The A/F gauge will measure the air to fuel ratio that is being burned in your combustion chamber, or in other words how lean or rich you are running. The air/fuel ratio is the ratio of Air to Fuel drawn into the cylinder. The optimum ratio of Air to Fuel is about 13.5-pounds or air to 1-pound fuel.
There are Narrowband and Wideband Air/Fuel gauges available. A Narrowband does not provide the precise Air/Fuel reading needed for tuning. The Narrowband will meter the output of voltage from the vehicles oxygen sensor through LED lights.
Narrowband Air/Fuel Gauge The Narrowband Oxygen Sensor cannot indicate what exactly the A/F ratio is in the rich or lean areas due to the fact that oxygen sensor output changes with temperature and wear. When the oxygen sensor temperature increases the voltage output will decrease in the rich area, and it will increase in the lean area
Wideband Air/Fuel Gauge A Wideband Air/Fuel gauge is better suited for tuning. These gauges will provide an accurate reading of the Air/Fuel ratio. The wideband sensor provides a signal that’s virtually proportional to the amount of oxygen that is in the exhaust stream.

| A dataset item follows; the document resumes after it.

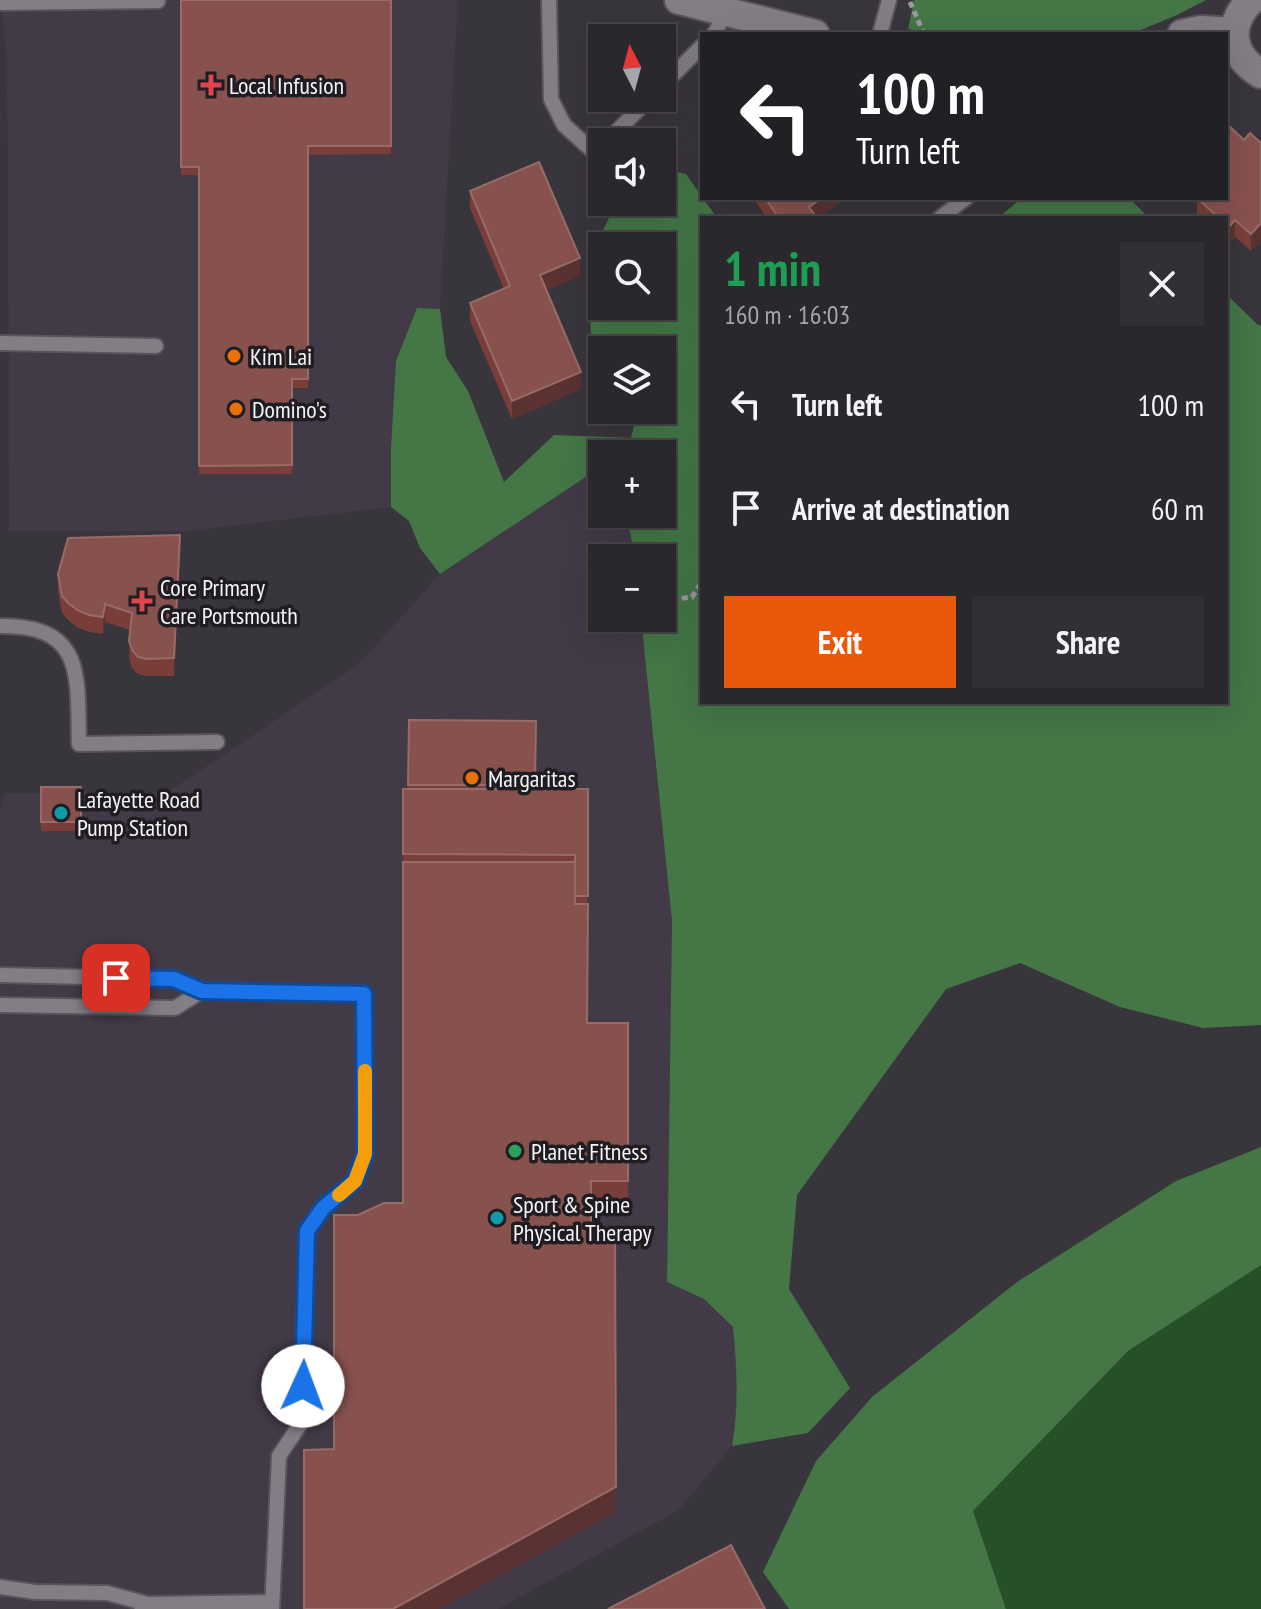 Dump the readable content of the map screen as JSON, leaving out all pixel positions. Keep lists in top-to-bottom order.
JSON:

A wideband Air/Fuel gauge is by far one of the best investments tools you can have when dealing with tuning. This will allow you to have a full accurate reading of your Air/Fuel mixture. If your Air/Fuel ratio is lean, you can blow your engine. This gauge will help you achieve accurate readings so that you will have the proper Air/Fuel levels so you can enjoy peak performance with engine longevity.
Oil Pressure Gauges
Oil Pressure Gauge
Correct oil pressure is crucial to the longevity of your engine and supercharger. If oil pressure is low or nonexistent this can ruin your engine, supercharger, or turbo. If you notice a drop in oil pressure or you notice that your needle is lower than normal this can indicate a leak, clog, or part failure.
Stock vehicles usually come equip with an, “idiot light” that will come on when you are low on oil. With an oil pressure gauge you will be able to get a more accurate reading, which will not only tell you that you are low, but it will also let you know precisely what your oil pressure is.
With proper oil pressure readings you can avoid engine, supercharger, and turbo failures caused by low oil.
Gauges not only look great, but they are a helpful monitoring tool that will have your supercharged engine working in peek conditions. They are a must if you are trying to achieve the most from your setup.